Exercise details
Please give an exact transcription of the lines below, from the one that contains "Trace every road, lane" to the very last, with no other lines.

Exercise material
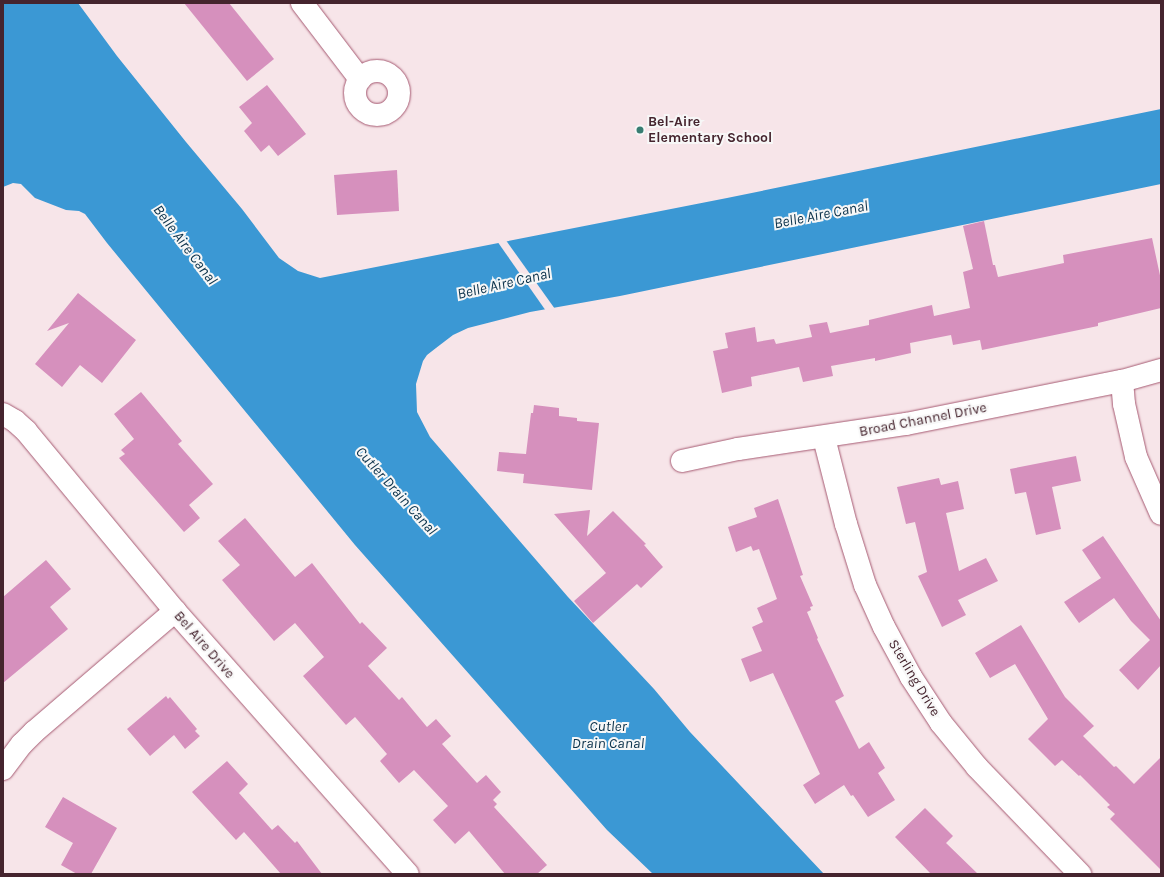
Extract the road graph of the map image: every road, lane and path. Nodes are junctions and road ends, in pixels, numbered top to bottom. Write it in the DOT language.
graph roads {
  1 [pos="302,3"];
  2 [pos="360,79"];
  3 [pos="1161,370"];
  4 [pos="1122,381"];
  5 [pos="3,414"];
  6 [pos="824,438"];
  7 [pos="682,461"];
  8 [pos="1161,514"];
  9 [pos="175,611"];
  10 [pos="3,769"];
  11 [pos="408,874"];
  12 [pos="1080,874"];
  1 -- 2 [label="street"];
  3 -- 4 [label="street, Broad Channel Drive"];
  4 -- 6 [label="street, Broad Channel Drive"];
  4 -- 8 [label="street"];
  5 -- 9 [label="street, Bel Aire Drive"];
  6 -- 7 [label="street, Broad Channel Drive"];
  6 -- 12 [label="street, Sterling Drive"];
  9 -- 10 [label="street"];
  9 -- 11 [label="street, Bel Aire Drive"];
}
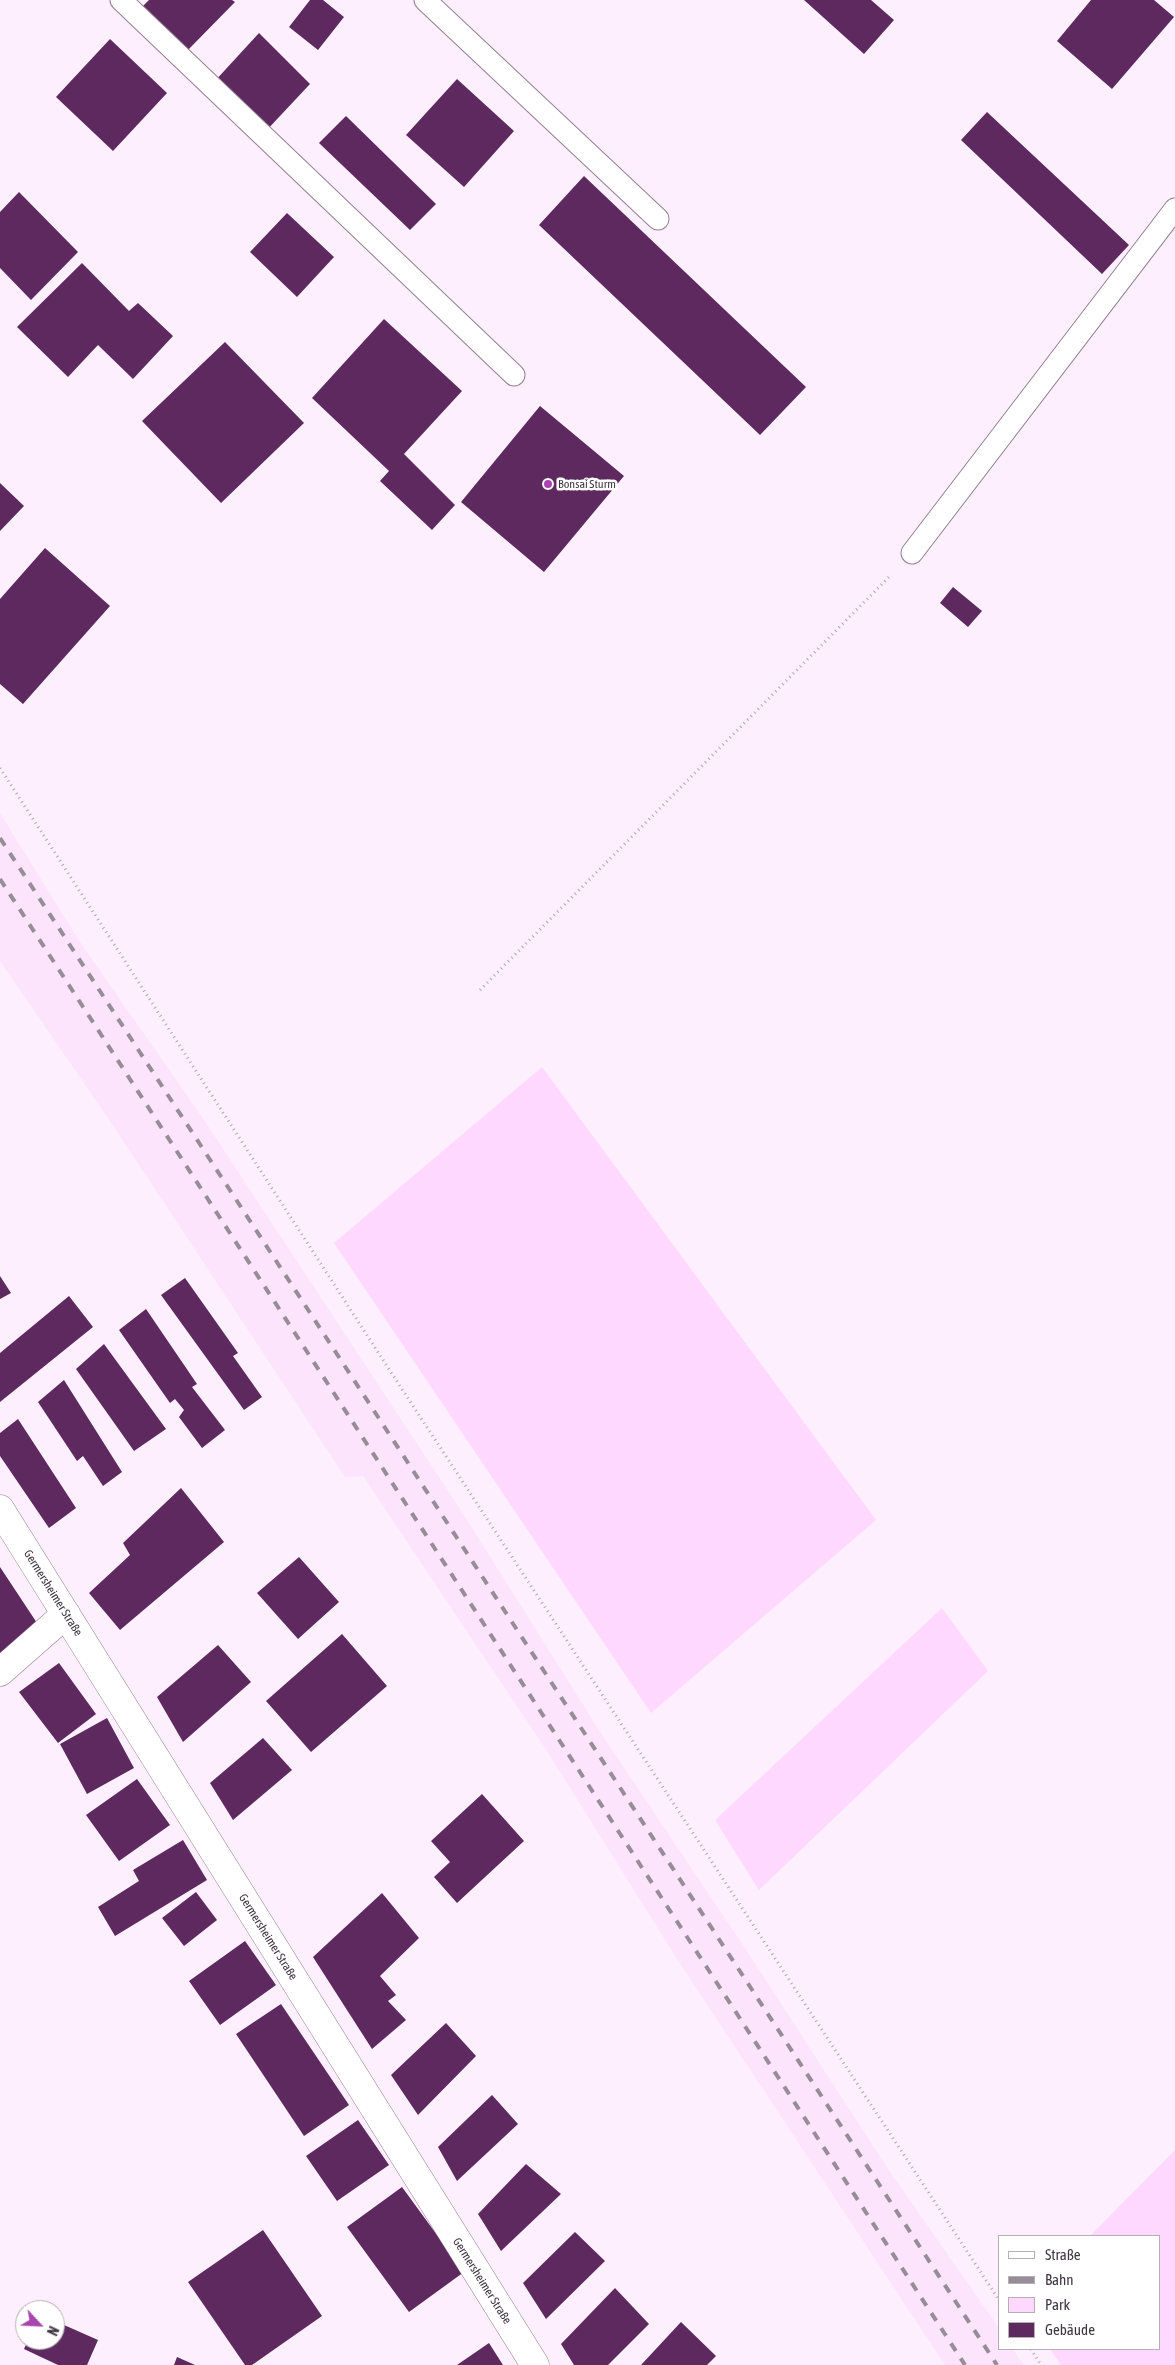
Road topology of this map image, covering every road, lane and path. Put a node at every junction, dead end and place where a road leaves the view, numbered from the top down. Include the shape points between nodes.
1 (121, 0) edge
2 (425, 0) edge
3 (1175, 209) edge
4 (658, 219) dead end
5 (514, 375) dead end
6 (912, 553) joint
7 (0, 768) edge
8 (480, 990) dead end
9 (0, 1509) edge
10 (66, 1614) junction
11 (0, 1672) edge
12 (998, 2298) edge
13 (1031, 2350) edge
14 (535, 2365) edge
15 (1041, 2365) edge

1 - 5 lane
2 - 4 lane
3 - 6 lane
6 - 8 path
7 - 12 path via 390,1372
9 - 10 main road, Germersheimer Straße
10 - 11 main road
10 - 14 main road, Germersheimer Straße
13 - 15 path

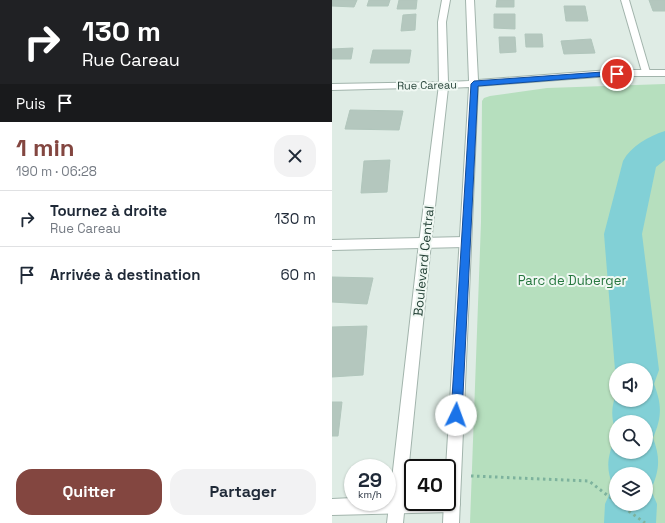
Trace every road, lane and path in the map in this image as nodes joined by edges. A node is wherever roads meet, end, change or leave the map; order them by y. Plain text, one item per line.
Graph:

Reply
Trace every road, lane and path in the map in this image as nodes joined by edges. A node is wherever roads meet, end, change or leave the map; order them by y. Plain text, one item per line.
Graph:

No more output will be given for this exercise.